E são muitos fatores envolvidos, que deixam tudo mais complicado.
Muitos reclamantes e reclamados não entendem das leis do município, e alguns estão até acima dessas leis, principalmente os reclamantes.
Muitos reclamados não se importam com o tratamento da casa para shows ao vivo ou música mecânica, não sabendo nem a diferença entre tratamento acústico e isolamento acústico.
Muita residência foi construída ao redor depois da casa de eventos.
E muitas casas de eventos foram abertas no meio de residências, utilizando o espaço já construído sem fazer adaptações para execuções sonoras no ambiente.
São muitos pontos envolvidos, e pela nossa conversa no grupo de áudio do WhatsApp, vai ser difícil chegar num consenso.
Já deixei de fazer um trabalho com uma banda, porque vi que seria uma "novela" o lance do nível sonoro quando conversei com o técnico responsável pela sonorização do evento.
O show seria na casa Di Branco, no bairro da Torre (Recife), já famosa pelos problemas com o nível sonoro.
O mesmo problema... Montam a casa para grandes festas de casamentos e aniversários num bairro residencial, onde vão utilizar música mecânica (DJ) ou bandas ao vivo, mas não fazem um estudo antes para o bom uso dessas atrações musicais.
Eu estou deixando de fazer o trabalho, sou doido mesmo.
Liso mas feliz.
Na Di Branco ou na La casa, só volto se for show de voz e violão. (Risos)

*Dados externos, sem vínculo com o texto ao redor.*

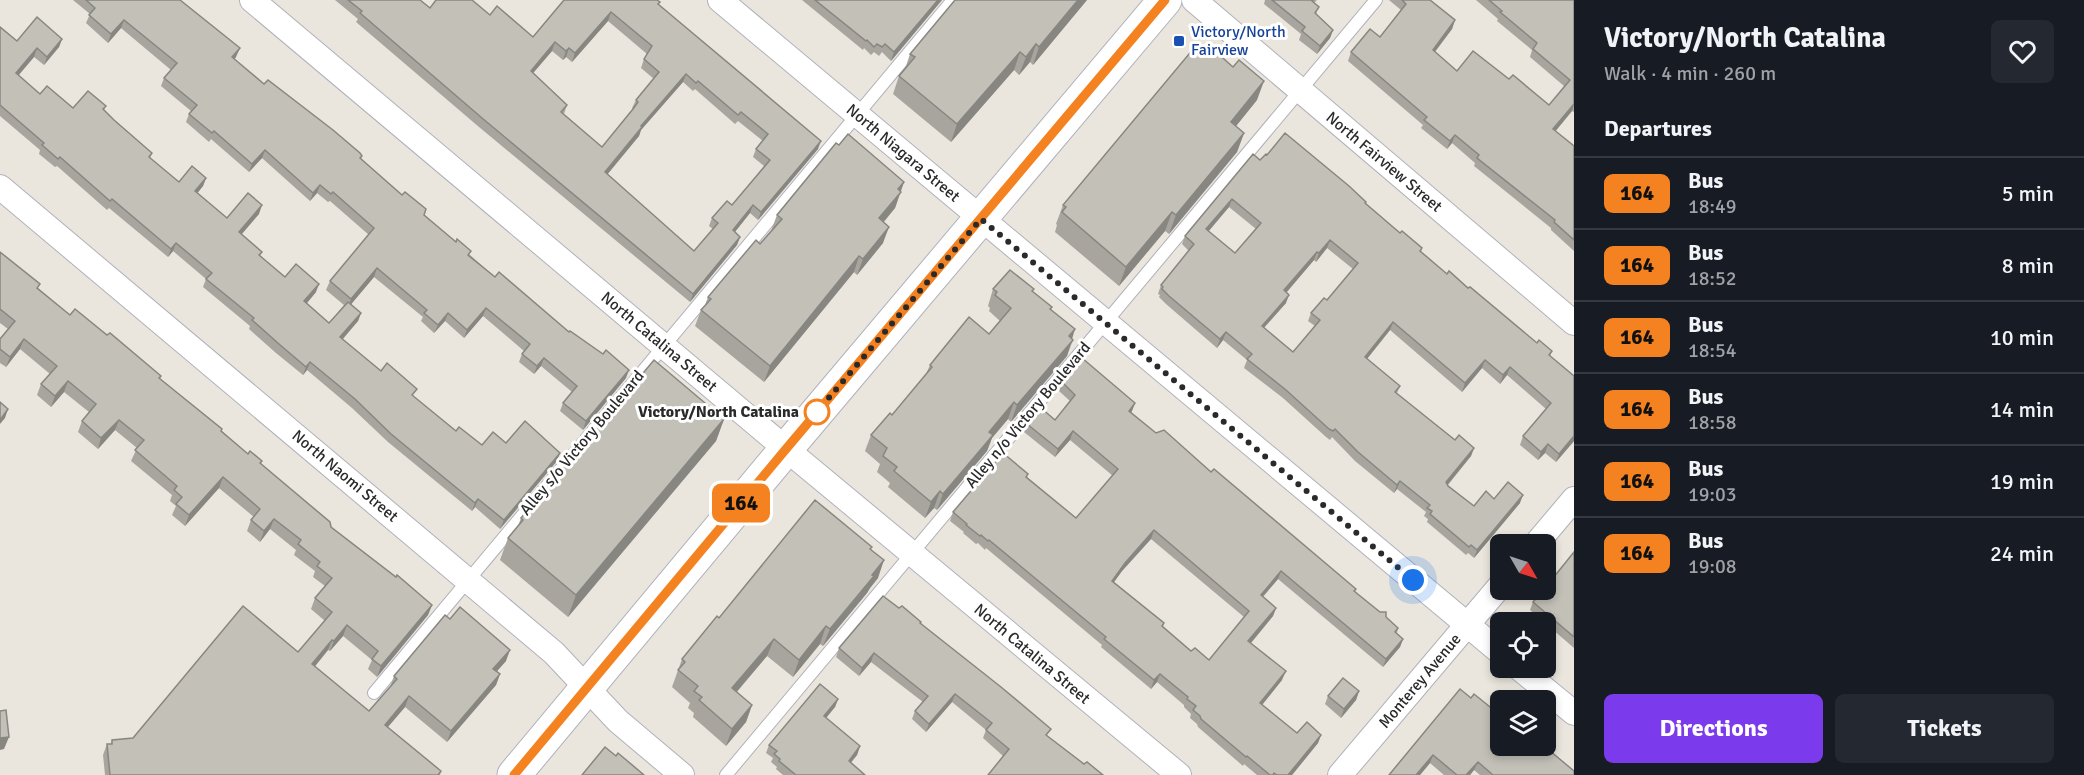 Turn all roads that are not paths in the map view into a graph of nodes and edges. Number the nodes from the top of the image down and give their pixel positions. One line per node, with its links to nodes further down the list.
1 (252, 0): 13 (street, North Catalina Street)
2 (720, 0): 8 (street, North Niagara Street)
3 (953, 0): 8 (lane, Alley s/o Victory Boulevard)
4 (1165, 0): 10 (main road)
5 (1194, 0): 7 (street, North Fairview Street)
6 (1376, 0): 7 (lane, Alley n/o Victory Boulevard)
7 (1300, 91): 11 (lane, Alley n/o Victory Boulevard); 12 (street, North Fairview Street)
8 (857, 115): 10 (street, North Niagara Street); 13 (lane, Alley s/o Victory Boulevard)
9 (0, 187): 18 (street, North Naomi Street)
10 (981, 219): 11 (street, North Niagara Street); 14 (main road)
11 (1106, 322): 17 (lane, Alley n/o Victory Boulevard); 20 (street, North Niagara Street)
12 (1574, 323)
13 (664, 346): 14 (street, North Catalina Street); 18 (lane, Alley s/o Victory Boulevard)
14 (786, 449): 17 (street, North Catalina Street); 23 (main road)
15 (1574, 499): 16 (street)
16 (1544, 534)
17 (911, 553): 28 (lane, Alley n/o Victory Boulevard); 29 (street, North Catalina Street)
18 (468, 579): 23 (street, North Naomi Street); 24 (lane, Alley s/o Victory Boulevard)
19 (1490, 598): 20 (street, Monterey Avenue)
20 (1467, 625): 21 (street, North Niagara Street); 30 (street, Monterey Avenue)
21 (1490, 644)
22 (1531, 678): 25 (street)
23 (586, 689): 26 (main road); 27 (street, North Naomi Street)
24 (374, 693)
25 (1574, 713)
26 (514, 775)
27 (682, 775)
28 (726, 775)
29 (1179, 775)
30 (1340, 775)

O complicado é: Para o vizinho que está reclamando, a culpa é sempre da casa de eventos, independente das leis, e o proprietário do estabelecimento tem a certeza ABSOLUTA que a culpa é do técnico da banda!

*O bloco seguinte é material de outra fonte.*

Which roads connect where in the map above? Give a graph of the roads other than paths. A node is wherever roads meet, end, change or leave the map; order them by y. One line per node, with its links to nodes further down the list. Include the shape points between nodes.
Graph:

Como trabalho com som, sei perfeitamente o quanto um som externo pode atrapalhar a vida de uma pessoa dentro da sua casa.
Já passei por uma situação, morando num apartamento, onde minha varanda dava para uma rua onde tinha uma casa que usava a calçada como lava-jato.
Era o dia todo ouvindo o som contínuo da máquina de jato d'água na lavagem, que se juntava com o som do aspirador de pó gigante em determinadas horas.
Eu tinha que fechar a janela da varanda para poder ouvir o som da minha TV.
Com a janela aberta era impossível!!!
Sei o quanto o som pode incomodar. Sei disso.
E numa análise particular (não sou o dono da verdade), numa escala de culpa, do menor para o maior culpado pelo problema, eu colocaria:
1- O vizinho. 2- O técnico (operador) do artista. 3- O proprietário da casa de eventos.
Acho que o maior responsável pelo problema é o proprietário da casa de eventos!
Se a casa não tem tratamento e/ou isolamento acústico para eventos sonoros no seu interior, só aceite shows que se adaptem ao local.
Não queira fazer um filme de Spielberg com um orçamento de Jaspion!!!
Decibelimetricamente falando, não vai dar certo nunca!!!!!!!!!!!!!!!!!!!!!!!!!!
Um abraço a todos.

PS: O resultado dos dois trabalhos foi massa! Mesmo com as limitações. (E do carro da polícia chegando no final!)
PS2: Trabalho fechado no Ceará. Terça-feira viajo para Jericoacoara.
Mudança profissional mais radical da minha vida. Depois conto a história.